Moz Crawl shows over 100 times more pages than my site has?
-
The latest crawl stats are attached. My site has just over 300 pages?
Wondering what I have done wrong?
-
total pages is higher you are right Keri but still only 581
-
I believe this image looks at what's indexed that's a subset of your sitemap that you submitted. You may want to look at Google Index -> Index Status in GWT to see what it shows there.
-
latest Moz crawl
-
latest webmaster tools crawl
-
I will definetly be paying attention to those numbers Keri. Webmaster tools is showing the right number of pages (something over 300 with 90% of those indexed)
-
It's not going to be a penalty, but it'll be good to have a bit less of a load on your server (bots no longer crawling thousands of pages) and just have your real pages in the index.
Places to look for interesting changes in site metrics would be your organic traffic in analytics and taking a look at your Google Webmaster Tools account to see your impressions, pages crawled, etc.
-
Thanks Keri, I will update asap.
could you let me know how big an issue would this be? (When you have the time of course;))
-
You're welcome! I may have opened a can of worms, however. That sitemap is generated by an automated tool (based on the footer at the bottom), so somehow it's finding that page 28 as well.

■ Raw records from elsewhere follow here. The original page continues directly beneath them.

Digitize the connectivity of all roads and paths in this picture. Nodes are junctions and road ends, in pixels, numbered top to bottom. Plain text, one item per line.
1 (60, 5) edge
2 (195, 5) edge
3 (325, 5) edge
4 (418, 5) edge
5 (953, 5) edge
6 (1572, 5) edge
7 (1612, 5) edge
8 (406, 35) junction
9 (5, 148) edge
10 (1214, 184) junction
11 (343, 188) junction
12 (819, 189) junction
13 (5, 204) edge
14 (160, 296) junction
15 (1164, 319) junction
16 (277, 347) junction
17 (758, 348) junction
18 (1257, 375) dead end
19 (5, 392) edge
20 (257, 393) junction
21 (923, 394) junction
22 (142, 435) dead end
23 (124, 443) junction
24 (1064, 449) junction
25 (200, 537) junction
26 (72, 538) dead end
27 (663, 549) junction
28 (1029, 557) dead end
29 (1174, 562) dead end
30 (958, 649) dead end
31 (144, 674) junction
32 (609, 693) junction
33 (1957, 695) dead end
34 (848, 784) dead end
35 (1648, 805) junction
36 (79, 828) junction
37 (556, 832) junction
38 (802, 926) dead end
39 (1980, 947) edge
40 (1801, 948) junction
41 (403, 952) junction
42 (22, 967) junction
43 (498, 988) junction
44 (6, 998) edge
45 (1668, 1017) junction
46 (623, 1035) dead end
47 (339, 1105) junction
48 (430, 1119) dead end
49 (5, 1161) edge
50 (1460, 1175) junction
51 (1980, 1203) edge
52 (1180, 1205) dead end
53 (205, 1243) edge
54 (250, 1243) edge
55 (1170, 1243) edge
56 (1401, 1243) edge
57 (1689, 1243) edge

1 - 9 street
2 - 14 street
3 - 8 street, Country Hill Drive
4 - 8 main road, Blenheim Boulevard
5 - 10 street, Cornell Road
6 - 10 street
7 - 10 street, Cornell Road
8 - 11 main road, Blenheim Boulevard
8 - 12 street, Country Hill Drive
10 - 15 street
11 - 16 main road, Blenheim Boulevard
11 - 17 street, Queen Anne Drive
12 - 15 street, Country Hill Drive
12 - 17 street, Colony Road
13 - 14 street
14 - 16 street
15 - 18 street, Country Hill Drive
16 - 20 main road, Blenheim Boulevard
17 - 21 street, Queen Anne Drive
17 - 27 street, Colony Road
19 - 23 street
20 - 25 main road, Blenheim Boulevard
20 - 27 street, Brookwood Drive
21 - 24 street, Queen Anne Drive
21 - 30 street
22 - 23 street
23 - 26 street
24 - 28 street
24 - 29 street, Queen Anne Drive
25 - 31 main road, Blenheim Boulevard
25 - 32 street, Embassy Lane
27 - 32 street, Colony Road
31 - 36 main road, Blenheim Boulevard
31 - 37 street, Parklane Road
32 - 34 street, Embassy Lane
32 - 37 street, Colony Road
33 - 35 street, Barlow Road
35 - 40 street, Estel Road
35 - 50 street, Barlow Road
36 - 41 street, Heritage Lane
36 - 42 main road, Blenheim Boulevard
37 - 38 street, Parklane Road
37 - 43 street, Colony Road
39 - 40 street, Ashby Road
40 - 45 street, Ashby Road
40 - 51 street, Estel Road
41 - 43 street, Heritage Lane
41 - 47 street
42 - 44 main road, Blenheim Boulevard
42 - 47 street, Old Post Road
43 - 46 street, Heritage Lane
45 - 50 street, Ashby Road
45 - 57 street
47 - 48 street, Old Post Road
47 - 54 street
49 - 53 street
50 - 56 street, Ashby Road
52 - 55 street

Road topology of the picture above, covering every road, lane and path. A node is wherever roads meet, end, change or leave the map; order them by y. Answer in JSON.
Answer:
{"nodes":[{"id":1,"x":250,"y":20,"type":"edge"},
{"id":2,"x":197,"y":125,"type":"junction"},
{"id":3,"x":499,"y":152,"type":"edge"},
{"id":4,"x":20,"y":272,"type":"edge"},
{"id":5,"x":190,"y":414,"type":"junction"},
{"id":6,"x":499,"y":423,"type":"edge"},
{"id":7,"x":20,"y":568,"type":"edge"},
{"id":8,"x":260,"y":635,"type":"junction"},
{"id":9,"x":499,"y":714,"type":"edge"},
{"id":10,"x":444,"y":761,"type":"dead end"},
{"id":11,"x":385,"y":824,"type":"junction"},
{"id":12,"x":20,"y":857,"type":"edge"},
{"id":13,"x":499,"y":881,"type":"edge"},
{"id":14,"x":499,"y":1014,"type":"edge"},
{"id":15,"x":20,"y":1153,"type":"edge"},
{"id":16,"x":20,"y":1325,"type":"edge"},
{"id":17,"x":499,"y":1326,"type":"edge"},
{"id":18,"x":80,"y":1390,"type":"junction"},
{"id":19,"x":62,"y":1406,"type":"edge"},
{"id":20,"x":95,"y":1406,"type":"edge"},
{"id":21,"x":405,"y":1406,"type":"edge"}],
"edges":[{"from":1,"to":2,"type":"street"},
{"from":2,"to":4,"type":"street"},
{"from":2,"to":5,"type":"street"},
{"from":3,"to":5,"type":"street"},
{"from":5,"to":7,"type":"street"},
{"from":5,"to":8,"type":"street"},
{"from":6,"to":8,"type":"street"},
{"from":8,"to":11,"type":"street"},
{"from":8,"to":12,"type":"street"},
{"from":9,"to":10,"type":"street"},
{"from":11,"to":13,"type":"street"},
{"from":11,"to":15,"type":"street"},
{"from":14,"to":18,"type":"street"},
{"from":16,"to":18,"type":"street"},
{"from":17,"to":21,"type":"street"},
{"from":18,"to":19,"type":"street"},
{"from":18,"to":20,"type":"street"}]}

You may also want to ask the developer if you should be indexing the categories in the blog archives. There are resources on Moz about the best way to set that up in Wordpress, but I don't have them at my fingertips at the moment (I have a snuggly baby sleeping on my lap instead that's slowing me down a tad).

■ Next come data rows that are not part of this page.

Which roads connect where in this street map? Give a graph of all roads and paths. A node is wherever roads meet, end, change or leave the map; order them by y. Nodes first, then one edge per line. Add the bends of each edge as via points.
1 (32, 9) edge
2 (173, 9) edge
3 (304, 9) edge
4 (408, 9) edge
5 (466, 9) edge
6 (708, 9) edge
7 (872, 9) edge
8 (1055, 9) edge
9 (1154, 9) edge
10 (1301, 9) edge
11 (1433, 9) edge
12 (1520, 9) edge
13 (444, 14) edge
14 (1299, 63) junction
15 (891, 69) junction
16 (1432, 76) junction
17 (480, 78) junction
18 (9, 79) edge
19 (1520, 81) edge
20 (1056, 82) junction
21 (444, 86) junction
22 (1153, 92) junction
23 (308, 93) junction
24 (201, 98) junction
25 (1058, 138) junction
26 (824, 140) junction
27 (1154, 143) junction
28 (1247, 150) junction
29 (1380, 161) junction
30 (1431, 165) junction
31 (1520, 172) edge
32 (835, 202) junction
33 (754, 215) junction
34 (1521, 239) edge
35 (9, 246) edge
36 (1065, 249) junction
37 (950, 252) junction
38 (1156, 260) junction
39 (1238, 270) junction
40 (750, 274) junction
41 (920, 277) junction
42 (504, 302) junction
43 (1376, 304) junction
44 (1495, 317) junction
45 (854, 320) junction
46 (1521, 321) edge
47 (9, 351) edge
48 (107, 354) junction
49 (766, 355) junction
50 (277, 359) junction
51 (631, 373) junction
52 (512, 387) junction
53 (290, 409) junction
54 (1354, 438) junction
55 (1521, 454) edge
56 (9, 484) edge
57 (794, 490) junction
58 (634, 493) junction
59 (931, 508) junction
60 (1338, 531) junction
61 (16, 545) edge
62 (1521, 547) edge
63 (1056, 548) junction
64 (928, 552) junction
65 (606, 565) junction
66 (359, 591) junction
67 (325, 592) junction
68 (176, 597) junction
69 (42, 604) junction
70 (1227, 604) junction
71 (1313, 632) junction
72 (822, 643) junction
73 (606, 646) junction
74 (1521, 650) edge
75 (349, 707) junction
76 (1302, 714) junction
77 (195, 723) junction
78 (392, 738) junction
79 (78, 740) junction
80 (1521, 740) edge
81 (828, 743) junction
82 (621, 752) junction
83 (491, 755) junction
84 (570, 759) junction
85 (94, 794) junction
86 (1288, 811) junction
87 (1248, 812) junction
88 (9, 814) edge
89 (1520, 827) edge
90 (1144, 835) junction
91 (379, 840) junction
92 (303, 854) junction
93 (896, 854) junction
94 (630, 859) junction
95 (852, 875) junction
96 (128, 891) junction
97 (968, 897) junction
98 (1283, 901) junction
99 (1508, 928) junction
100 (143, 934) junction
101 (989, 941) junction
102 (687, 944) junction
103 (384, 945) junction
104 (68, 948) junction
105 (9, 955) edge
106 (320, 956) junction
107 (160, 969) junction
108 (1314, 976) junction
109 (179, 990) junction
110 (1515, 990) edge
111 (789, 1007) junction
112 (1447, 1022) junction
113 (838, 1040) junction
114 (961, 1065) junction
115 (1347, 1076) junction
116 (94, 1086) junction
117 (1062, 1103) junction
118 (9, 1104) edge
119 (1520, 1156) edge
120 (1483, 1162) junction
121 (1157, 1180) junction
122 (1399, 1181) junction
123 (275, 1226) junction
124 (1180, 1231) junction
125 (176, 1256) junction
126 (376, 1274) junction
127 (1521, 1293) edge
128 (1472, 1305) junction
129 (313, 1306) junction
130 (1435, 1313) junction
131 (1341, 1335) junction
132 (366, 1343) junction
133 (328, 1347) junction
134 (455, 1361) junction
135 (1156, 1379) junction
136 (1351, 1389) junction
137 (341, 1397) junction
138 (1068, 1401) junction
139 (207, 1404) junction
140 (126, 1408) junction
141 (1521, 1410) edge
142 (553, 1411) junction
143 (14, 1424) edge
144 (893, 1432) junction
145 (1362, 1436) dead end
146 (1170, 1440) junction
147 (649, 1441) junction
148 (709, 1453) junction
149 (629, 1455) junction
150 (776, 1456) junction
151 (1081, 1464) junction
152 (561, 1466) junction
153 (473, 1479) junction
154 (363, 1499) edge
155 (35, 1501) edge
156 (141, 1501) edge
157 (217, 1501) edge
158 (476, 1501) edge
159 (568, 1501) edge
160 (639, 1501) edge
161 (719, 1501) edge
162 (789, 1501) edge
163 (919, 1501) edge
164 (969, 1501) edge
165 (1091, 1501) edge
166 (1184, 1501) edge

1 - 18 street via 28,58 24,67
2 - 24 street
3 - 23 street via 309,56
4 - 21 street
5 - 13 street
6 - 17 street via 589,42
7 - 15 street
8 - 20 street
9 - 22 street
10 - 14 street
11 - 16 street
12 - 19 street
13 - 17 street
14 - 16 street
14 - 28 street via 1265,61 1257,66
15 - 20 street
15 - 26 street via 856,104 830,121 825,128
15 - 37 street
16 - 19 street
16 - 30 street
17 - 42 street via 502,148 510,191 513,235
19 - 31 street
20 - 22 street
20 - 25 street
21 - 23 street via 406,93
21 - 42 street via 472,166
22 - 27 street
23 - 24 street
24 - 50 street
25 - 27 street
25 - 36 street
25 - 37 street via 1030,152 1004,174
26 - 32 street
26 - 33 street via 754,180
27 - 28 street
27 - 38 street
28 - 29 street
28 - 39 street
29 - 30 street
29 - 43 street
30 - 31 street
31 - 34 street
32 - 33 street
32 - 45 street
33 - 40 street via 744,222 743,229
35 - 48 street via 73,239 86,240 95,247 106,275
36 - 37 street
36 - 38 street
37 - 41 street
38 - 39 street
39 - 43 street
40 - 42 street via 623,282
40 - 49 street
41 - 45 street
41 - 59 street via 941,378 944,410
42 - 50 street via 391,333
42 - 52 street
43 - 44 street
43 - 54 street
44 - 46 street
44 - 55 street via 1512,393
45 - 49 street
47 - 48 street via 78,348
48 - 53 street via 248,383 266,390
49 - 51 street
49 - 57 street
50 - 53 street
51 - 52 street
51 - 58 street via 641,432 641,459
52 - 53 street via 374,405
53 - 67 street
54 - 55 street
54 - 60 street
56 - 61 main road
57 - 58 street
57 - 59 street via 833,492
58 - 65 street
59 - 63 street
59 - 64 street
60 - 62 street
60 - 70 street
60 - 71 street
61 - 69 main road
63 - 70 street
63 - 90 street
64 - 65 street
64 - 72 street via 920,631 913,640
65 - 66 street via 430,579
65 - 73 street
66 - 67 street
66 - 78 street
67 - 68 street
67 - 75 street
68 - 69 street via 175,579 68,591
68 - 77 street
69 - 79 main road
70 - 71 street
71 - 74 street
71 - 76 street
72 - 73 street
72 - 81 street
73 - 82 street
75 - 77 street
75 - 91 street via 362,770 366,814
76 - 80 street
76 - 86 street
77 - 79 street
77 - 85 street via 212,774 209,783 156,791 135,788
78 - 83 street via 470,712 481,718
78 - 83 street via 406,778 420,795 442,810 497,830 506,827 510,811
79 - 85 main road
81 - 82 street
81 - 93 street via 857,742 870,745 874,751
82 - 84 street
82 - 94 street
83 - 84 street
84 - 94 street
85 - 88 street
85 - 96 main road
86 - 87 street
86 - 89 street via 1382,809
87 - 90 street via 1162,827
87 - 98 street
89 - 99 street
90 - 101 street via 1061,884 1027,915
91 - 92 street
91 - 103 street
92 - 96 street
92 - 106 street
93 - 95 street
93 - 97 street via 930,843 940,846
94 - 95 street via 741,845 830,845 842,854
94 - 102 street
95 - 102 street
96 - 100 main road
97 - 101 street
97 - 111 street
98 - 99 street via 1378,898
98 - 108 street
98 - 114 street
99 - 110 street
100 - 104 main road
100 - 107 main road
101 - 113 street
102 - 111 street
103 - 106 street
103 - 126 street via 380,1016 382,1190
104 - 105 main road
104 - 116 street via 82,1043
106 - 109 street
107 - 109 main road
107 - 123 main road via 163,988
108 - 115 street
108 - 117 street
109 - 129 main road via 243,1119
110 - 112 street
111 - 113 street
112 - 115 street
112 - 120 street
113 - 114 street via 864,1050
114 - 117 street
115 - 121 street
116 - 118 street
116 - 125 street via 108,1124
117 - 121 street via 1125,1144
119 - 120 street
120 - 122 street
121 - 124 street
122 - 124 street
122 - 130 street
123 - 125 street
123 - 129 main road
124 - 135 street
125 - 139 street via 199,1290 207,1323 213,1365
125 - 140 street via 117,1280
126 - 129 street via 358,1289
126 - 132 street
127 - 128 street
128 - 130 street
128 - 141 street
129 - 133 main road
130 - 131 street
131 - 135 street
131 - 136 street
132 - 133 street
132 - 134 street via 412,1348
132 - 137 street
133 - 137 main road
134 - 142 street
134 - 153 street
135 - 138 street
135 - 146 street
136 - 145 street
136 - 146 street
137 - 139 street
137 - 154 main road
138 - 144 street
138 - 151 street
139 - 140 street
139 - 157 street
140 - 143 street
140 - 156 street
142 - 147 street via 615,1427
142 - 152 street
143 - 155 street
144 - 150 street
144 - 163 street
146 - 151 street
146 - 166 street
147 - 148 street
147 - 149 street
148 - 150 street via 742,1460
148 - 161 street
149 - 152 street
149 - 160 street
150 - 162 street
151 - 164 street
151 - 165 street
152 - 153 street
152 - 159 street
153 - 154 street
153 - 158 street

To answer your next question, after you figure out where the page 28 is being linked from and cure that, yes, you can do a one-time crawl from Research Tools. It won't overwrite your campaign info, but you can at least see if Moz is seeing thousands of pages or just a few hundred to see if stuff was fixed. Again, happy to provide more detail if/when you need it (and others will likely jump in with help on the thread, too).
I'd love to also see a little update a few weeks down the line of any changes you've noticed on your site metrics after getting this fixed.
-
You rock:)
-
And I found it. The sitemap at http://www.nineclouds.ca/sitemap includes a page /28, which is where the crawlers are finding the non-existent pages.
-
If you look at http://www.nineclouds.ca/blog/page/23, you'll see that there's a double arrow in the pagination at the right that goes to page 24, even though the last page is page 21. Google somehow has found the pages greater than 21 (which I'm not sure how they found), and once they found one of those, they keep seeing the link there with the double arrows to go to another page. Same happened with Rogerbot. I'm not sure where the bad originating link is (what legit page on your site is linking to something over page 21), but that's the loop that's happening and causing a ton of pages to be indexed. Get rid of those, and you'll also get rid of most of your errors.
-
Not shy about that at all thanks Keri.
any help you can provide is greatly appreciated.
-
Hi Bill,
Using my admin powers, I took a peek at your account. I'm still trying to figure out where it's coming from, but you have thousands of empty pages of your blog indexed. I'll dig around a little more and see if I can figure out what's up.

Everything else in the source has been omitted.